Arte popular, poesía y reflexión
En parques, plazas y descargas nocturnas se integraron
artistas e intelectuales, en el espectáculo "Gran Gagá",
el "Espectáculo al Cimarrón" en el mítico poblado de El
Cobre o el encuentro entre las Tumbas Francesas de
Santiago de Cuba y Guantánamo.
El segundo Congreso Mundial de Poesía fue uno de los
espacios más notables con la celebración de recitales,
presentaciones de libros y rondas poéticas, entre
representantes de Italia, Puerto Rico, México, Panamá,
EE.UU., Argentina, Cuba, entre otros.
Las más diversas propuestas encaminadas a ratificar la
autenticidad de la cultura resultaron las exposiciones y
los talleres de Teatro Popular, Artes Plásticas,
Comunicadores Sociales, Oralidad, Música y Religiones
Populares.
Especial tributo se rindió al novelista cubano Alejo
Carpentier quien recreó el misticismo haitiano en su
novela El reino de este mundo y al intelectual
haitiano Jacques Roumain Gobernadores del rocío.
Resultaron distinguidos con la Placa Conmemorativa José
María Heredia, máxima condecoración de la cultura en la
ciudad sede del Festival el investigador Ellis Juliano y
el cantante Ced Ride, ambos de Curazao.
Solidaridad: palabra clave
Una personalidad como la promotora y bailarina
norteamericana Julie Belafonte, puso su voz como eco de
mayorías y expresó en el tradicional
Encuentro con los intelectuales “las medidas del
gobierno de Bush contra Cuba y la familia cubana, no
representan el sentimiento del pueblo norteamericano.
Son de esos momentos en que uno se siente avergonzada de
ser norteamericana".
El próximo Festival del Caribe conmemorará su primer
cuarto de siglo y estará dedicado a Venezuela, en julio
del 2005.
El embajador de esa nación en Cuba, Adan Chávez y el
recién designado Ministro de Cultura de ese país,
Farruco Ced; así como su homólogo de Cuba, Abel Prieto
asistieron a la presentación.
Solidaridad fue la palabra clave en todos los ámbitos
del Festival.
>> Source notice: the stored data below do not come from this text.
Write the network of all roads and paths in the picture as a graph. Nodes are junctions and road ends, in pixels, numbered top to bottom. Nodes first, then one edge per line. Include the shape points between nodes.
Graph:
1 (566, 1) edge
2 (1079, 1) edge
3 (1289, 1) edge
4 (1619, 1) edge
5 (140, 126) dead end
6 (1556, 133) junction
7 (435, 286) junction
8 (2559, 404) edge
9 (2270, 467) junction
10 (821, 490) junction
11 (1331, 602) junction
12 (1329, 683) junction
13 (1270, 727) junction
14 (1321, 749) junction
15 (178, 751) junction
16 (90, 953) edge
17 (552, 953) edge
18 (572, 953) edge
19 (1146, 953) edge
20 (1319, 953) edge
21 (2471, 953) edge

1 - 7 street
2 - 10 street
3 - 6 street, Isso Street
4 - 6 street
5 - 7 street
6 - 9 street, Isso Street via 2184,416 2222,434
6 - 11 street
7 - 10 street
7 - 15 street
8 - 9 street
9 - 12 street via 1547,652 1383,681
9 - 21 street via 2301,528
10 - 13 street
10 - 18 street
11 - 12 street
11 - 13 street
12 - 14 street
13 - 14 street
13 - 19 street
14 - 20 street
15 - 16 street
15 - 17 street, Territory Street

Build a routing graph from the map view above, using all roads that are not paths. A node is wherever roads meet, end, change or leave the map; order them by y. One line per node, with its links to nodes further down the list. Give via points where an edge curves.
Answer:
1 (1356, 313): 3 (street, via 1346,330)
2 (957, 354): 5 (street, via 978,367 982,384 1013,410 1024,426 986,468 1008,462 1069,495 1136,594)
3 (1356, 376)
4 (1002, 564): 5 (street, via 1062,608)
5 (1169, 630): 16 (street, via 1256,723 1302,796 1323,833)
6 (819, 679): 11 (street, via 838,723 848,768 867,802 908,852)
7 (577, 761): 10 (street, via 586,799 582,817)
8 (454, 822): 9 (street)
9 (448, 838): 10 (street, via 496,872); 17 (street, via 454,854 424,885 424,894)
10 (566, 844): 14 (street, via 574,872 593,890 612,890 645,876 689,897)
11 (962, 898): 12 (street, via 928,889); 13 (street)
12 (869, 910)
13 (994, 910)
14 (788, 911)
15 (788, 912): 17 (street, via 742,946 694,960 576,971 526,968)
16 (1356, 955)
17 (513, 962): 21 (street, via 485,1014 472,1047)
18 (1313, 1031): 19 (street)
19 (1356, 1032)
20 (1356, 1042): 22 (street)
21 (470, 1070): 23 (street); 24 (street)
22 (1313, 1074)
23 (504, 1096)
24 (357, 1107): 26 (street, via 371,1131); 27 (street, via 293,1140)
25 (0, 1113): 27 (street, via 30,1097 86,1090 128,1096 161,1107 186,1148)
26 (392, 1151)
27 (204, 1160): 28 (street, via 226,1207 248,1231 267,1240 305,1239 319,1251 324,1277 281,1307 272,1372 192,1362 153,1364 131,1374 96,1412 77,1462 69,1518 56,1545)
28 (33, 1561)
Una muestra fue la brigada Venceremos de
residentes en los EE.UU., que llegó al Festival en el
llamado "vuelo del desafío", protesta contra las
injustas medidas de Bush contra Cuba.
Más de cuatrocientos visitantes de 21 países
respondieron al Festival, cuya apuesta por la cultura
caribeña en ediciones ininterrumpidas, ha sido
calificada por su director Joel James como “una voluntad
de ser, la hazaña de la persistencia".
El Festival del Caribe concluye con la quema de un
simbólico diablo de paja y madera, a orilla del mar, una
especie de sortilegio contra la maldad y la desunión.
Pero queda otro fuego, el de la cultura y amistad: esa
es una llama inextinguible.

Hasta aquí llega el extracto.